Justice Samuel A. Alito Jr. echoed the thought.
“You want us to step in and render a decision based on an assessment of the effects of the institution, which is newer than cellphones or the Internet?” he said, according to New York Times.
Justice Roberts said history was on the side of traditional marriage. “The institution developed,” he said, “to serve purposes that, by their nature, didn’t include homosexual couples.”
Theodore B. Olson, representing two couples challenging Proposition 8, said it was pernicious. “It walls off gays and lesbians from marriage, the most important relation in life,” he said, “thus stigmatizing a class of Californians based upon their status and labeling their most cherished relationships as second-rate, different, unequal and not O.K.”
Justice Scalia asked when it became unconstitutional to deny same-sex couples the ability to marry.
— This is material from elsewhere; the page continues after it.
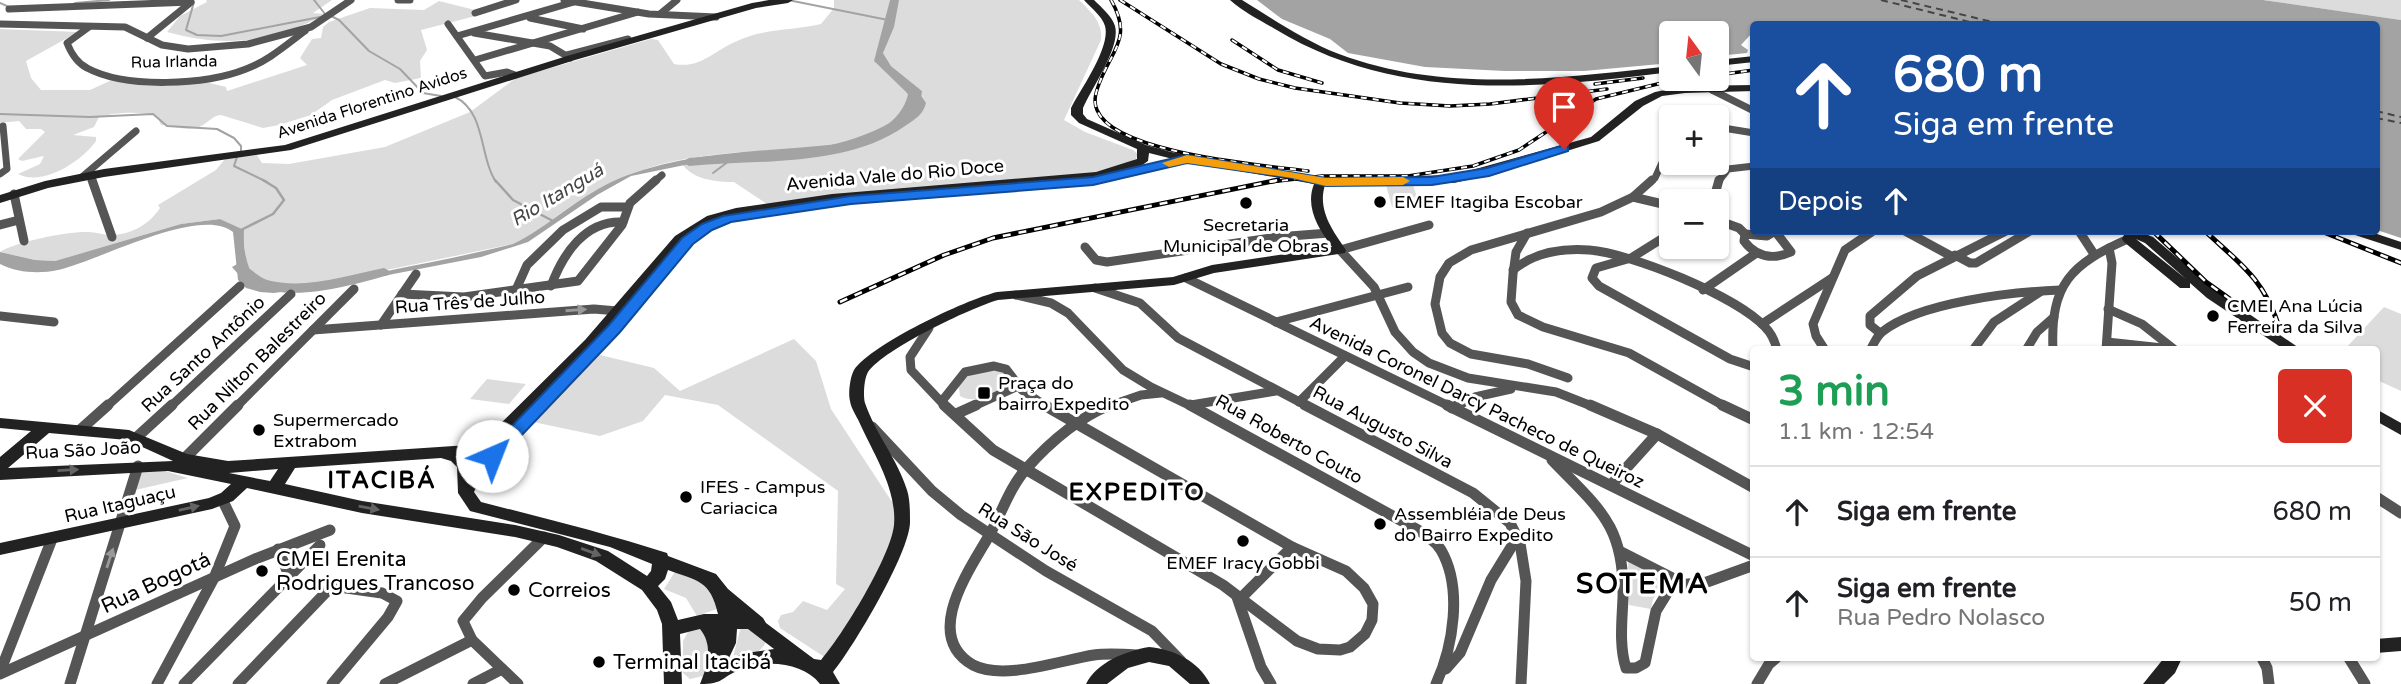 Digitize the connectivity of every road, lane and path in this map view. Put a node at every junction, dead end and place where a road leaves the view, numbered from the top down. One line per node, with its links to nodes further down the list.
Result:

His suggestion was that the constitutional text at the time of its adoption could not have been understood to allow such a thing. He and Olson went back and forth on the question, sometimes talking over each other, but Olson did not answer.
When Olson said “the label ‘marriage’ means something,” Chief Justice Roberts agreed — to a point.
“If you tell a child that somebody has to be their friend, I suppose you can force the child to say, ‘This is my friend.’ But it changes the definition of what it means to be a friend.”
The Supreme Court will hear a second same-sex marriage case on Wednesday, United States v. Windsor, No. 12-307, concerning the federal Defense of Marriage Act. The court is quite likely to reach the merits of that case, which concerns a part of the law that bans the federal government from providing benefits to gay couples married in states that allow such unions.
Cooper said that while everyone agrees that redefining marriage will have “real-world consequences,” no one can guess what those might be. “I think it better for California to hit the pause button and await additional information from the jurisdiction where this experiment is still maturing,” i.e., where gay marriage is legal.
According to New York Times, when Mr. Cooper rose to give his rebuttal at the end of the session, Justice Kennedy asked the first question. “You might address,” the justice said, “why you think we should take and decide this case.”
In other words, perhaps the Justices should just punt on Proposition 8, leave the matter where it stood, and concentrate on the Defense of Marriage Act case.